What is Cluster Analysis?
• Cluster: a collection of data objects
– Similar to one another within the same cluster
– Dissimilar to the objects in other clusters
• Cluster analysis
– Grouping a set of data objects into clusters
• Clustering is unsupervised classification: no predefined classes
• Typical applications
– As a stand-alone tool to get insight into data distribution
– As a pre-processing step for other algorithms
What are some of the typical requirements of clustering in data mining?
The following points throw light on why clustering is required in data mining −
- Scalability − We need highly scalable clustering algorithms to deal with large databases.
- Ability to deal with different kinds of attributes − Algorithms should be capable to be applied on any kind of data such as interval-based (numerical) data, categorical, and binary data.
- Discovery of clusters with attribute shape − The clustering algorithm should be capable of detecting clusters of arbitrary shape.
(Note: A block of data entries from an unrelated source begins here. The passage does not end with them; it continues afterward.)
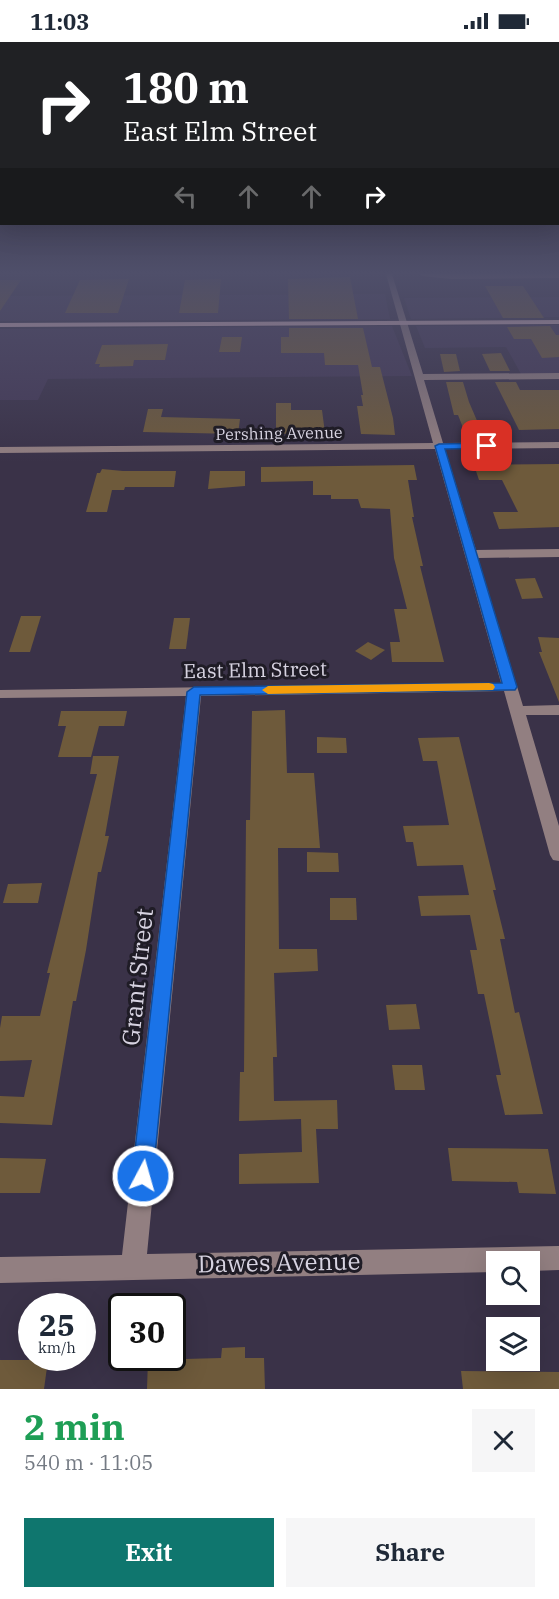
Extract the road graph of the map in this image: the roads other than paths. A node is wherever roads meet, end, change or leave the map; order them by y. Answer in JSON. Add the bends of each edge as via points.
{"nodes":[{"id":1,"x":407,"y":337,"type":"edge"},
{"id":2,"x":559,"y":376,"type":"edge"},
{"id":3,"x":419,"y":377,"type":"junction"},
{"id":4,"x":559,"y":445,"type":"edge"},
{"id":5,"x":439,"y":446,"type":"junction"},
{"id":6,"x":0,"y":450,"type":"edge"},
{"id":7,"x":559,"y":553,"type":"edge"},
{"id":8,"x":471,"y":554,"type":"junction"},
{"id":9,"x":510,"y":687,"type":"junction"},
{"id":10,"x":194,"y":692,"type":"junction"},
{"id":11,"x":0,"y":694,"type":"edge"},
{"id":12,"x":559,"y":710,"type":"edge"},
{"id":13,"x":517,"y":711,"type":"junction"},
{"id":14,"x":559,"y":855,"type":"edge"},
{"id":15,"x":559,"y":1258,"type":"edge"},
{"id":16,"x":133,"y":1267,"type":"junction"},
{"id":17,"x":0,"y":1270,"type":"edge"}],
"edges":[{"from":1,"to":3,"type":"street"},
{"from":2,"to":3,"type":"street"},
{"from":3,"to":5,"type":"street"},
{"from":4,"to":5,"type":"street","name":"Pershing Avenue"},
{"from":5,"to":6,"type":"street","name":"Pershing Avenue"},
{"from":5,"to":8,"type":"street"},
{"from":7,"to":8,"type":"street"},
{"from":8,"to":9,"type":"street"},
{"from":9,"to":10,"type":"street","name":"East Elm Street"},
{"from":9,"to":13,"type":"street"},
{"from":10,"to":11,"type":"street","name":"East Elm Street"},
{"from":10,"to":16,"type":"street","name":"Grant Street"},
{"from":12,"to":13,"type":"street"},
{"from":13,"to":14,"type":"street"},
{"from":15,"to":16,"type":"street","name":"Dawes Avenue"},
{"from":16,"to":17,"type":"street","name":"Dawes Avenue"}]}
They should not be bounded to only distance measures that tend to find spherical cluster of small sizes.
- High dimensionality − The clustering algorithm should not only be able to handle low-dimensional data but also the high dimensional space.
- Ability to deal with noisy data − Databases contain noisy, missing or erroneous data. Some algorithms are sensitive to such data and may lead to poor quality clusters.
- Interpretability − The clustering results should be interpretable, comprehensible, and usable.
How is clustering used in applications? (discuss one application in your post)
Clustering can be used in a shopping application to group customers based on their shopping habits. Once the clusters are formed we can observe what are the most often shopped items for said group and we can supply them with coupons and special offers for those items. This can result in higher sale rates of the items and increased customer retention rate.